Case Law Details
DDIT Vs Travelport L.P. USA (ITAT Delhi)
The issue under consideration is whether revenue generated from the bookings made within India is the revenue attributable to the PE of the assessee is taxable in India?
ITAT states that the major functioning, i.e., collecting data bases with various airlines, hotels etc. and entering or feeding them into the computer took place outside India. It was in the computer in Denver, USA that various processed data with regard to schedule of flights timing, pricing, availability, meal preference, special facilities etc. was stored and process undertaken. The role performed by the computers in India or the Indian agents was to merely get connected or be configured so that the travel agents could perform the booking function. The computers in India were not capable of processing data, which was processed abroad. Further, the functions required huge investment and capacity, which was not installed and available in the computers at the desk of the travel agents in India but were available in the host computer in the USA. Thus, it was looking at the nature and the character of the functions undertaken in India viz., the functions and assets outside India, 15 per cent was attributed to India. In our humble opinion, since no guidelines are available as to how much should income be reasonably attributable to India, the same has to be determined on the basis of the facts of the case and judicial precedents.
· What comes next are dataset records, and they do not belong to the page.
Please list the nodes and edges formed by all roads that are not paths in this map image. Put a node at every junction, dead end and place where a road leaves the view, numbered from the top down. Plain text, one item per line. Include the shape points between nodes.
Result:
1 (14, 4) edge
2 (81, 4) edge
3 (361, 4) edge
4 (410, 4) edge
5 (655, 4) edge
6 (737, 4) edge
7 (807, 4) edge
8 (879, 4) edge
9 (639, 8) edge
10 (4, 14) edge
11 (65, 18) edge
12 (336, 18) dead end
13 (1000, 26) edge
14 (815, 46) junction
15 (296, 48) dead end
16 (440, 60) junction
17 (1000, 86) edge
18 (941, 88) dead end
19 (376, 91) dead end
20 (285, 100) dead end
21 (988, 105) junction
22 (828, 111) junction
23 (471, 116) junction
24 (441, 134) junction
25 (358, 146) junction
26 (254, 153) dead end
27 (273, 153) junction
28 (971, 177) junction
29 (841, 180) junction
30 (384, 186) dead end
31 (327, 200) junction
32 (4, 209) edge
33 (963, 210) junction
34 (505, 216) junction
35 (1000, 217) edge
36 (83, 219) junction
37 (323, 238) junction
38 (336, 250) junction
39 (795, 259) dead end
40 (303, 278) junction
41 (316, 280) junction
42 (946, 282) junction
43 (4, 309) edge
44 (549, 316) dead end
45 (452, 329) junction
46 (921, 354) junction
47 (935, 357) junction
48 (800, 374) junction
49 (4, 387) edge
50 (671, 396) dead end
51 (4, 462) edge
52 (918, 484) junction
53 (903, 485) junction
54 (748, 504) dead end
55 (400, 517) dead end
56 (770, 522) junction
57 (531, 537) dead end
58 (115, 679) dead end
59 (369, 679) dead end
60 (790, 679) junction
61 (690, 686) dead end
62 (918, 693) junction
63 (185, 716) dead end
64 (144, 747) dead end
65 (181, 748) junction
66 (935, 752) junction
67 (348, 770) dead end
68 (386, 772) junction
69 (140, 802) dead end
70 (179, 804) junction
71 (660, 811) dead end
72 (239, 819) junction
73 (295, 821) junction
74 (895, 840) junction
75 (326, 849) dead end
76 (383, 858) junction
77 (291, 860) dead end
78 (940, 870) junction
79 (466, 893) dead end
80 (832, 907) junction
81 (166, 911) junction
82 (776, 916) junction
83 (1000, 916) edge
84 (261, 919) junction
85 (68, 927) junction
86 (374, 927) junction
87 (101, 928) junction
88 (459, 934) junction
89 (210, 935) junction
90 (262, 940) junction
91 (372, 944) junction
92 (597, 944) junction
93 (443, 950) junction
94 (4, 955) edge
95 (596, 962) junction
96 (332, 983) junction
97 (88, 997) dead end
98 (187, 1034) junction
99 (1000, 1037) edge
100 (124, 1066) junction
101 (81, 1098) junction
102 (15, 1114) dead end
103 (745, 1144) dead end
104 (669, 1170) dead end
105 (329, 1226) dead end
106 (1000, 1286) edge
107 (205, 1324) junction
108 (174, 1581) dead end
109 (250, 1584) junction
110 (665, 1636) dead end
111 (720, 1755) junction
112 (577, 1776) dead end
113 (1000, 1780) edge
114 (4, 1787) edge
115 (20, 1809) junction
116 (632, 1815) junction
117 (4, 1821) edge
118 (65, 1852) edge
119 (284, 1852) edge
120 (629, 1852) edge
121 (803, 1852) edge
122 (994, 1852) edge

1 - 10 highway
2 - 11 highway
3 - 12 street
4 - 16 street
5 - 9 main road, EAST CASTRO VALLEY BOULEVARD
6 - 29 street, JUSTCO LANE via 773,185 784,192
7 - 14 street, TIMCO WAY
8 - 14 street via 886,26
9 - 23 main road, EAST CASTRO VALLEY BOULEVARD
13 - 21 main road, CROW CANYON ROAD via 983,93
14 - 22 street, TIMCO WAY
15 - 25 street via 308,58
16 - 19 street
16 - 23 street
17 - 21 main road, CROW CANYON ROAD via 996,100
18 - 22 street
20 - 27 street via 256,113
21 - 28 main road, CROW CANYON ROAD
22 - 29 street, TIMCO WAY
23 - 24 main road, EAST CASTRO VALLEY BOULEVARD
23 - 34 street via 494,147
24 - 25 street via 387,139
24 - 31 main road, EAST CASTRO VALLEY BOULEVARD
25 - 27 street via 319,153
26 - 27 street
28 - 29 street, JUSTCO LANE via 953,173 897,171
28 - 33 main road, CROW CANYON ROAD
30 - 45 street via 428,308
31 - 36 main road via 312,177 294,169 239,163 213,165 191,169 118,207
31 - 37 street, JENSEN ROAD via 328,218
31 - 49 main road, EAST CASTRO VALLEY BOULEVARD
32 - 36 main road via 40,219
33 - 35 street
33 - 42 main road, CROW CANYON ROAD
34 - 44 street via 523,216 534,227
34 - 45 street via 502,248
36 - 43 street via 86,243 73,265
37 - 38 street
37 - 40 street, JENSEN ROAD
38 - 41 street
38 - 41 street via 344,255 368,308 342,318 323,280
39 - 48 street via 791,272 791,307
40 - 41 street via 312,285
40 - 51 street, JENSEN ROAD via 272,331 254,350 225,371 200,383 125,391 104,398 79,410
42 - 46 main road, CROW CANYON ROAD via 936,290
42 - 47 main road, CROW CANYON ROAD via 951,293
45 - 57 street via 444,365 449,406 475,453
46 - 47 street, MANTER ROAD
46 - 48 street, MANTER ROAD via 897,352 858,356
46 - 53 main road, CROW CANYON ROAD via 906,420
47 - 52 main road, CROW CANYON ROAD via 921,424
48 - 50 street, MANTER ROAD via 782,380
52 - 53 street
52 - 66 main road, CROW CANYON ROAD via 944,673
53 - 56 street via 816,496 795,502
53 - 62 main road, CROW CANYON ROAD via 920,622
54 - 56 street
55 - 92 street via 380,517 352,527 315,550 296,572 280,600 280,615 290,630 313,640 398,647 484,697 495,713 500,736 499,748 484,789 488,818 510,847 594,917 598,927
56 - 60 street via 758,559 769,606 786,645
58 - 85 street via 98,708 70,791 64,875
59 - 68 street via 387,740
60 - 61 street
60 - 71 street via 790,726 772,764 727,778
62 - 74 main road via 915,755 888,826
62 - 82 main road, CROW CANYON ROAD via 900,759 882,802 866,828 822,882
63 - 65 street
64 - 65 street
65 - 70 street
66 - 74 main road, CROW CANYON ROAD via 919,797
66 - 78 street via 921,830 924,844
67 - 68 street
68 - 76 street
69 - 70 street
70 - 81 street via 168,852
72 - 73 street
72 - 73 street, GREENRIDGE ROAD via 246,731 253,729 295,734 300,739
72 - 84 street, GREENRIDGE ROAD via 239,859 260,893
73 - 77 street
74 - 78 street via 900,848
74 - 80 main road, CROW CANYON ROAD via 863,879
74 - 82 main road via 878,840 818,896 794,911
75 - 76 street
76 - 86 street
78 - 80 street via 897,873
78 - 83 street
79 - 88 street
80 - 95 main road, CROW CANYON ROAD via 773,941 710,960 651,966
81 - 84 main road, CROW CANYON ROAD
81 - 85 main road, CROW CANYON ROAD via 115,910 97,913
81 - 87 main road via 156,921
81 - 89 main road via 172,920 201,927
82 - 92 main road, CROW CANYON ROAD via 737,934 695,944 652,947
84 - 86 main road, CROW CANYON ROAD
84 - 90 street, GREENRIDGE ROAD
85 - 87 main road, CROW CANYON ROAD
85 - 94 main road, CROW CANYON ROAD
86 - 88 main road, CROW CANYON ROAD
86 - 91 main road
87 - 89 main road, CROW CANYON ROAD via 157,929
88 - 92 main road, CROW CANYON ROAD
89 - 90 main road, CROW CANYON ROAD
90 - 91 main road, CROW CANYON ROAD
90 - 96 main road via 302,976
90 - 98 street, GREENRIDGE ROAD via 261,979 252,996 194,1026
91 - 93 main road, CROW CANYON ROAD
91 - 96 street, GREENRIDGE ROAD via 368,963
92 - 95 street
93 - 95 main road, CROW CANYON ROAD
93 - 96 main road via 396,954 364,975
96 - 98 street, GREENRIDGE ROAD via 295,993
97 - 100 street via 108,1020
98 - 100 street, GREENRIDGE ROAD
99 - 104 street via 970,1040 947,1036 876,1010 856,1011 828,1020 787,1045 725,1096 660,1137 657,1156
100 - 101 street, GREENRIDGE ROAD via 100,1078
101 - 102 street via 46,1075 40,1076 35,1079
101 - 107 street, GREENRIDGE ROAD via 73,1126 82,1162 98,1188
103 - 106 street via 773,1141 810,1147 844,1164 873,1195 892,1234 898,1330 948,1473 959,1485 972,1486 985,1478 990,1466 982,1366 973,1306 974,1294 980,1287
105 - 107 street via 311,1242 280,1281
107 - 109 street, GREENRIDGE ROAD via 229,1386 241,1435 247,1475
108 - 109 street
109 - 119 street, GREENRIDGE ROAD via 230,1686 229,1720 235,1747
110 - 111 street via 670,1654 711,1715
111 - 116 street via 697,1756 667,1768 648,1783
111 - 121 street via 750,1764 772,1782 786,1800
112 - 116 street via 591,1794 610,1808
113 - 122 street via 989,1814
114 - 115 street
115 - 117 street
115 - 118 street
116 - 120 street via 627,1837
On finding parity in the facts of the case in hand with the facts of the judicial precedents discussed hereinabove, ITAT are of the considered view that the ld. CIT(A) rightly attributed 15% of the Revenue and therefore, ITAT do not find any error or infirmity in the findings of the ld. CIT(A). To sum up, the appeal of the Revenue for A.Y 2006-07 is dismissed on merits and appeals for A.Ys 2007-08 to 2010-11 are dismissed as barred by limitation.